▶ Brief
Your answer should be a single number: how many lines in the data below hold the string "letter".

#### Supplied data

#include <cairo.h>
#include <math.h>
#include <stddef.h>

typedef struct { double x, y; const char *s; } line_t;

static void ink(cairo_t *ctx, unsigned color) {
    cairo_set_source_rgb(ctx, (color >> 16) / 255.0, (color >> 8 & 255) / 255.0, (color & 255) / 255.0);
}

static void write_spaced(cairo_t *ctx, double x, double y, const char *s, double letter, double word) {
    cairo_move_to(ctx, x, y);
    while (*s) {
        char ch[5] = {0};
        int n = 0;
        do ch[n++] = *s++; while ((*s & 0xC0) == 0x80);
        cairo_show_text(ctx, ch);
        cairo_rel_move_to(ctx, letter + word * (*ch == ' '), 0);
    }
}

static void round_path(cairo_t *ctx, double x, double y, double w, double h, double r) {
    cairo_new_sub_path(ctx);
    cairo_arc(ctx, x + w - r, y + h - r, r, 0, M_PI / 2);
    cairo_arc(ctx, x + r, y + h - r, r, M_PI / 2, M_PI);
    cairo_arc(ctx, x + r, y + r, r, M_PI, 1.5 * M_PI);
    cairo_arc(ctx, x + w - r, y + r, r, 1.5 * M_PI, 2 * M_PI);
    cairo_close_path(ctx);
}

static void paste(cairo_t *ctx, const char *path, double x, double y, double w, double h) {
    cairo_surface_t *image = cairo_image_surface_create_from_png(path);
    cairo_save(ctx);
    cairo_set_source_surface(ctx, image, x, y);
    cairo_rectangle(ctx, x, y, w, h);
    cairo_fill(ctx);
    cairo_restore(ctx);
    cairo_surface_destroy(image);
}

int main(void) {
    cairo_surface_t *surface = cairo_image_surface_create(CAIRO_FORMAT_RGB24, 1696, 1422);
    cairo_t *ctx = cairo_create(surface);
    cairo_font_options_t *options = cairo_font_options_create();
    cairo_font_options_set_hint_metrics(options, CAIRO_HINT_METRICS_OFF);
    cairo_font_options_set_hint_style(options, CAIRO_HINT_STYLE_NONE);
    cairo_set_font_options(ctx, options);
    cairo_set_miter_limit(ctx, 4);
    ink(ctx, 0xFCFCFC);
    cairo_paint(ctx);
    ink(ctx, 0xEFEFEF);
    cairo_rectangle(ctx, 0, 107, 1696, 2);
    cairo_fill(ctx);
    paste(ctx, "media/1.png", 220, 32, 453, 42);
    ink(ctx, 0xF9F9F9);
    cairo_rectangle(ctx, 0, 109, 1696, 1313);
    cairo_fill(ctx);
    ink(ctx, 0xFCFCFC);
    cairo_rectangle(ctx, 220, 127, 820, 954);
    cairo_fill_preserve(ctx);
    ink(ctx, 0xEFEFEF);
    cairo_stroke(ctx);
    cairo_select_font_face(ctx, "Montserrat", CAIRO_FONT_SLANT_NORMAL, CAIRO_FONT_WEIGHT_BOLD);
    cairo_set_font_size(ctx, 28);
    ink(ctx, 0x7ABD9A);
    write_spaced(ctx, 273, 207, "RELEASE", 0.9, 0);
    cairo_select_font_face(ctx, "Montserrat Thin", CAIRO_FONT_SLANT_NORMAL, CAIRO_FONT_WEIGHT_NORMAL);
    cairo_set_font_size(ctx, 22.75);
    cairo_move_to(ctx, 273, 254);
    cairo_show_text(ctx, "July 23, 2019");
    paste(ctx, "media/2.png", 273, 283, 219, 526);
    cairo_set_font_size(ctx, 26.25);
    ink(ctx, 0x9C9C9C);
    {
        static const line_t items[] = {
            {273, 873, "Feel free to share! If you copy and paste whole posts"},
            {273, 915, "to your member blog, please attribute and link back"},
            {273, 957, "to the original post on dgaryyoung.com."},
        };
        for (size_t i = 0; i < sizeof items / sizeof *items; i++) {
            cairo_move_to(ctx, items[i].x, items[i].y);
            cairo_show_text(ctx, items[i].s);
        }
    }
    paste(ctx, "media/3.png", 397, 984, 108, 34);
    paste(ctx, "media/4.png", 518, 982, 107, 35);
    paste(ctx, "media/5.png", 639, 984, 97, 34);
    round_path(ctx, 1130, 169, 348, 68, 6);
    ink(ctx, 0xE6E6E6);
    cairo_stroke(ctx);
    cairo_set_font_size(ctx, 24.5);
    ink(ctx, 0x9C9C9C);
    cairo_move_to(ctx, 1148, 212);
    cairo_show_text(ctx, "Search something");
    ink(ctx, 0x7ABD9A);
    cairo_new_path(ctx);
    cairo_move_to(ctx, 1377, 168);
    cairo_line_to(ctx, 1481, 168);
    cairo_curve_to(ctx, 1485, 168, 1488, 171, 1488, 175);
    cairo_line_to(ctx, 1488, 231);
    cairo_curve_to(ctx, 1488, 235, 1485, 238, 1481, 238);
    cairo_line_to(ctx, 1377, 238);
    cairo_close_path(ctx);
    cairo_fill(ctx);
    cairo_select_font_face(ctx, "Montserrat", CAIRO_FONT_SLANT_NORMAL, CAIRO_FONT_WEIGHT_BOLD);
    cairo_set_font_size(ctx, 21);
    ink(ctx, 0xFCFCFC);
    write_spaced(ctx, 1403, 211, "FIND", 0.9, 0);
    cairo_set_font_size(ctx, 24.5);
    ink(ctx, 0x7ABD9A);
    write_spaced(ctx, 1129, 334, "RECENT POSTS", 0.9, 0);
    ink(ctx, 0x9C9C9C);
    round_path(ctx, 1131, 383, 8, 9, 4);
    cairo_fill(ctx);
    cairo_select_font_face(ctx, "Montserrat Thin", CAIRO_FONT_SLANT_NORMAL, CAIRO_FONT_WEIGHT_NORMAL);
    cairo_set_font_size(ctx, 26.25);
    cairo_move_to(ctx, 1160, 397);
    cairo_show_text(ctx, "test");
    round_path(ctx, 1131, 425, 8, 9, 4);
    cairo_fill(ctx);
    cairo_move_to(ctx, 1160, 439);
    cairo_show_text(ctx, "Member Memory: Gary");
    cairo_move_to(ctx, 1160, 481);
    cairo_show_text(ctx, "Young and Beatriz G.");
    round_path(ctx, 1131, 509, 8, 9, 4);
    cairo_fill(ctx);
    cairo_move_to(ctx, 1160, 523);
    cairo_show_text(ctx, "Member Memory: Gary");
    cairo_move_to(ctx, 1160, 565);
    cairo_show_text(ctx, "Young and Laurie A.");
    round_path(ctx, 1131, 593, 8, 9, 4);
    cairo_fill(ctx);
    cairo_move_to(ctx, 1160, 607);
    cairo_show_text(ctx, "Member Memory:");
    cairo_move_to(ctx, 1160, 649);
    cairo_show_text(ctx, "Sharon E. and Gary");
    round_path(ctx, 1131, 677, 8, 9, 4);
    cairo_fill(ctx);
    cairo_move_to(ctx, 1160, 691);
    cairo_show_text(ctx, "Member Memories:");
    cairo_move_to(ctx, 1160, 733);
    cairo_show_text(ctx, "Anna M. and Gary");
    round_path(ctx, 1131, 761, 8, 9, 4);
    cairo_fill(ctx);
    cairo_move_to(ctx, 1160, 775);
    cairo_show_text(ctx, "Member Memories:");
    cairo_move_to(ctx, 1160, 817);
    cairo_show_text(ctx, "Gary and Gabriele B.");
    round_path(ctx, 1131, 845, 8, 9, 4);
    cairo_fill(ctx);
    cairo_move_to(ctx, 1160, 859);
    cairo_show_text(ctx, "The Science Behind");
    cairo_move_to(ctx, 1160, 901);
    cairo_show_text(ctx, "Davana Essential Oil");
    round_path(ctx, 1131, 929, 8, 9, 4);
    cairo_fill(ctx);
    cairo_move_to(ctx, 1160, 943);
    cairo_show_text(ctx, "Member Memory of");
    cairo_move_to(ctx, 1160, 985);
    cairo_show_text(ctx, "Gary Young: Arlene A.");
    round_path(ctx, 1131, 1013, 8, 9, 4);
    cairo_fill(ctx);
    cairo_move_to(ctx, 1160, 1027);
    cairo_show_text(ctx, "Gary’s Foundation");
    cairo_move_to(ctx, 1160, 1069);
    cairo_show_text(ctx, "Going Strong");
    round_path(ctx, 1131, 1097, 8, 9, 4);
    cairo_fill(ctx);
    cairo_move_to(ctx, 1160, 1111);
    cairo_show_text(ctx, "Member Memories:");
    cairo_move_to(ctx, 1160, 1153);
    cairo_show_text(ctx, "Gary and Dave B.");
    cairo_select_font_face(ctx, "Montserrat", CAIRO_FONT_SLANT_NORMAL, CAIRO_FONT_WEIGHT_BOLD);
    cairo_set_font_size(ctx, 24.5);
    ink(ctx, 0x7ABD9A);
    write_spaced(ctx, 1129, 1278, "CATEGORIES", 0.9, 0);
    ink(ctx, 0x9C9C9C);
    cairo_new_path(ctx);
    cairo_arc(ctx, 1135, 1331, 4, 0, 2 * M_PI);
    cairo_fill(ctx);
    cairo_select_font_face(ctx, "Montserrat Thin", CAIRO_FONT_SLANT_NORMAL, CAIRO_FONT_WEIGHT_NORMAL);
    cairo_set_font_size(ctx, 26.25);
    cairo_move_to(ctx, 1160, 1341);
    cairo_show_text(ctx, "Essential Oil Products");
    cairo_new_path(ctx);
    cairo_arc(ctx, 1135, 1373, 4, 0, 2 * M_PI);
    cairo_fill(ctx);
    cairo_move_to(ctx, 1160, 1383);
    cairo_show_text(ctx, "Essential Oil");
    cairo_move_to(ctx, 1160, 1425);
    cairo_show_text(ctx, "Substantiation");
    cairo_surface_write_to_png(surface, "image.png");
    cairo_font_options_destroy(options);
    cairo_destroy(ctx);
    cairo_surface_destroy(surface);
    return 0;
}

########

▶ Answer to the exercise
2